Location
- 225 West Avenue Hilton, New York 14468 United States
- Coordinates: 43°17′14″N 77°48′05″W﻿ / ﻿43.2871°N 77.8013°W

District information
- Type: Public
- Motto: Integrity, Welcoming and Affirming, People First, Lifelong Learning
- Grades: Pre-Kindergarten through Grade 12
- Established: 1930
- Superintendent: Dr. Casey Kosiorek
- Budget: $105.2 Million

Students and staff
- Students: 4500
- Colors: Red, Black and White

Other information
- Website: www.hilton.k12.ny.us

= Hilton Central School District =

School district in New York, United States

The Hilton Central School District (HCSD) is a public school district in New York State that serves approximately 4,500 students in the village of Hilton and the towns of Clarkson, Greece, Hamlin and Parma in Monroe County, with over 800 full and part-time employees and an operating budget of $105.2 million.

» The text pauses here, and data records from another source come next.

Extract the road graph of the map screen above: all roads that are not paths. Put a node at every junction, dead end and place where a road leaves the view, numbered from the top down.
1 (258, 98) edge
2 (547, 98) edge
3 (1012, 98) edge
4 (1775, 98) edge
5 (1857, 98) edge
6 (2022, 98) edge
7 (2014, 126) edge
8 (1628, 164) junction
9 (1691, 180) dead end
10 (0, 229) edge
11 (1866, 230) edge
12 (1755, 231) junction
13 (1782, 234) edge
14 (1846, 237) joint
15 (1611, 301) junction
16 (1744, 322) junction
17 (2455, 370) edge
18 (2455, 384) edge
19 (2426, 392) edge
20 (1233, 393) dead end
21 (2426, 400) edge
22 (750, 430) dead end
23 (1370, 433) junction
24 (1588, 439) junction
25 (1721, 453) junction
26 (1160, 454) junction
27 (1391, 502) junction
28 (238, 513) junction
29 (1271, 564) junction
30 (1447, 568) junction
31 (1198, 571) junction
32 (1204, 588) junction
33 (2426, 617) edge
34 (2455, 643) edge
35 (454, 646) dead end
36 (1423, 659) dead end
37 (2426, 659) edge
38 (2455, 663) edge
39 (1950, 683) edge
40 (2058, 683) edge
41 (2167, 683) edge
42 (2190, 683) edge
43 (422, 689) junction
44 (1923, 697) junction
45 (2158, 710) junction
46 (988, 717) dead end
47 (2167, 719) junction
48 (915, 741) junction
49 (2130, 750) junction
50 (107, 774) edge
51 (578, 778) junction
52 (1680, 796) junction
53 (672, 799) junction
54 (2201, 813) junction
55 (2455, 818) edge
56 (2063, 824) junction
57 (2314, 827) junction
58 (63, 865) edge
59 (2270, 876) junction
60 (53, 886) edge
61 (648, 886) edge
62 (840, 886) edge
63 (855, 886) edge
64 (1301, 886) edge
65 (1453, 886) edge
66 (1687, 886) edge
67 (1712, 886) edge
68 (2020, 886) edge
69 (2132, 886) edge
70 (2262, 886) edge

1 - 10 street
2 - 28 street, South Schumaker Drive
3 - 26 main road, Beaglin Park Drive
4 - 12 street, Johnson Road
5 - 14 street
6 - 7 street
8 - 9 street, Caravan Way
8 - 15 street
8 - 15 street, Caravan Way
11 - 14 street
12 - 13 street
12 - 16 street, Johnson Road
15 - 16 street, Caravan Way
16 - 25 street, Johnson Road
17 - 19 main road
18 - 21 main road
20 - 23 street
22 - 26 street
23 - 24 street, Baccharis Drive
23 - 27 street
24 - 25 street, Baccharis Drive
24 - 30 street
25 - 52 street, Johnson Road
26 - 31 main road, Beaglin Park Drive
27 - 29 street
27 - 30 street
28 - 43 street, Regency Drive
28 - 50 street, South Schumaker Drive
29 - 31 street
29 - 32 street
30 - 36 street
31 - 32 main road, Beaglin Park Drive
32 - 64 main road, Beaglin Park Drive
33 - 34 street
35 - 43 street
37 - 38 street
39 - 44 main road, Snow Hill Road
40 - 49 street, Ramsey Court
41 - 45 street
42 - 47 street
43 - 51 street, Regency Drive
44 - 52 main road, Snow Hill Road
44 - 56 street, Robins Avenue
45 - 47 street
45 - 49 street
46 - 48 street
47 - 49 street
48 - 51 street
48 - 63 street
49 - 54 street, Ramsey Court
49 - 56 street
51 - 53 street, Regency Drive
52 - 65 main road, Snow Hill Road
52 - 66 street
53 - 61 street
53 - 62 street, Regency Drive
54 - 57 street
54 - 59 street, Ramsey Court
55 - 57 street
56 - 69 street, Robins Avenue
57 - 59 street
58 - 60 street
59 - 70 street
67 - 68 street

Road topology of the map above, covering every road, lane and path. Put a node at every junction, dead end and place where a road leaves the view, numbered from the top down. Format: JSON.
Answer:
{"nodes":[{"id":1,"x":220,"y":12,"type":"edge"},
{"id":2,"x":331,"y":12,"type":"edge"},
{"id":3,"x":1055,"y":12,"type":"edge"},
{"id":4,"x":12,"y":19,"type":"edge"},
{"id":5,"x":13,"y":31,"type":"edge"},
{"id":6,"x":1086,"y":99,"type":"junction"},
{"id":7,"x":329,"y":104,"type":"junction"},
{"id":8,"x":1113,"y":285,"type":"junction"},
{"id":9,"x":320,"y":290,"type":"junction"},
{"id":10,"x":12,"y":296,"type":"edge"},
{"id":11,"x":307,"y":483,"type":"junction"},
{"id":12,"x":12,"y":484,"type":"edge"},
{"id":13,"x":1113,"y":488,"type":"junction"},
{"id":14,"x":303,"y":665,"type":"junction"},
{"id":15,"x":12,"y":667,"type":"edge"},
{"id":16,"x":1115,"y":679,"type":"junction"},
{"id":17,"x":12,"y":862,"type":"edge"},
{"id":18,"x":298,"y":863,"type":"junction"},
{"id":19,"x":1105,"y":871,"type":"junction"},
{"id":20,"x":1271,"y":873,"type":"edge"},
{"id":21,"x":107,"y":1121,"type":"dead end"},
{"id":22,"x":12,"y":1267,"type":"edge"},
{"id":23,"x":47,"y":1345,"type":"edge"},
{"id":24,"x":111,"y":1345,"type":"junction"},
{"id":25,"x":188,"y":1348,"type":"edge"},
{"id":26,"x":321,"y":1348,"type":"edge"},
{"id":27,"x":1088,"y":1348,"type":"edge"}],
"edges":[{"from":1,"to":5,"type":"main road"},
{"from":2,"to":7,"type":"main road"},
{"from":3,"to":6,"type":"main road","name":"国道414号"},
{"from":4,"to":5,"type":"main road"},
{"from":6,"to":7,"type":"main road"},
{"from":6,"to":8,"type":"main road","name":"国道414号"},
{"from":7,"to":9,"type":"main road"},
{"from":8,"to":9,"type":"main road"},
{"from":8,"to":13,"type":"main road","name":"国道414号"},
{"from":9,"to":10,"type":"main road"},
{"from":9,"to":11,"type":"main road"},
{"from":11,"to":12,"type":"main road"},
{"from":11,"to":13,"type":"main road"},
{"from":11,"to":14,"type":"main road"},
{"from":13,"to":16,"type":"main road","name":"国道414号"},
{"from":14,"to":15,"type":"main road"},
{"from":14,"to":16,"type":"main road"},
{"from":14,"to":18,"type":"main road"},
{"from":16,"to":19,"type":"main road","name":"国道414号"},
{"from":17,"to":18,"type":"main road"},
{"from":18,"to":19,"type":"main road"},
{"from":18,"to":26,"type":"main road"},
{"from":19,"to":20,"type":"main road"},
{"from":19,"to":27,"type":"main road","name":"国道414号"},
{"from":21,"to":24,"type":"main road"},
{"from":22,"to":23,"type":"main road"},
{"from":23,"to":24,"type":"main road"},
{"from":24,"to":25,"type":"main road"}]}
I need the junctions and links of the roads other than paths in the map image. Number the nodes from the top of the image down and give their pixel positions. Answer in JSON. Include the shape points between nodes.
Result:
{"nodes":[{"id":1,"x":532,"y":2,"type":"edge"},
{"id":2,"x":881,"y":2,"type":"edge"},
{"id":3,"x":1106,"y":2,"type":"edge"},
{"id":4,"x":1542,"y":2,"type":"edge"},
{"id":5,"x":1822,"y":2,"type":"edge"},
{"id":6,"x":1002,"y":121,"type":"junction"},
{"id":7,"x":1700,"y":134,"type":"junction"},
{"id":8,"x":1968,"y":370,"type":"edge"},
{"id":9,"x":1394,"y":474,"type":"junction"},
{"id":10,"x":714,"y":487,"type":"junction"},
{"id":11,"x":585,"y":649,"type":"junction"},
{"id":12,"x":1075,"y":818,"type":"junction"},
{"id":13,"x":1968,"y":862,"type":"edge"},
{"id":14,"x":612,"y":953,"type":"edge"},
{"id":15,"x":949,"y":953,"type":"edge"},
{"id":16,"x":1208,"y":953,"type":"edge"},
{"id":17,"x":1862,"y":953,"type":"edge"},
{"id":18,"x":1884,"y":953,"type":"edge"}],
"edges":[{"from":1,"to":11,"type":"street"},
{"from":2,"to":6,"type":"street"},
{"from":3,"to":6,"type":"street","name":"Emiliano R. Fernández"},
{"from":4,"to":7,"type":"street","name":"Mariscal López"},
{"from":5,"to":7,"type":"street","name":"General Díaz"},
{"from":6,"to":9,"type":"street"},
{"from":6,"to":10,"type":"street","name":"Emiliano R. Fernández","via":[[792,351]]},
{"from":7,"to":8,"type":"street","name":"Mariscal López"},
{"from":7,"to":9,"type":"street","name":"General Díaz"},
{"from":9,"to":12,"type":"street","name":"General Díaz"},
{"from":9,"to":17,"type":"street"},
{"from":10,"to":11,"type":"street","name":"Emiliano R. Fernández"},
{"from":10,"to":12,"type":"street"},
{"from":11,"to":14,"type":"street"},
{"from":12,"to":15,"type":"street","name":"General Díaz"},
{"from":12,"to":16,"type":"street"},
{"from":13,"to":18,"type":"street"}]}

The average class size is 20-25(K-6), 20-26(6-12) students and the student-teacher ratio is 12:1.

Dr. Casey Kosiorek is the Superintendent of Schools.

 The Board of Education
(BOE) consists of 7 members who serve rotating 3-year terms. Elections are held each May for board members and to vote on the School District Budget.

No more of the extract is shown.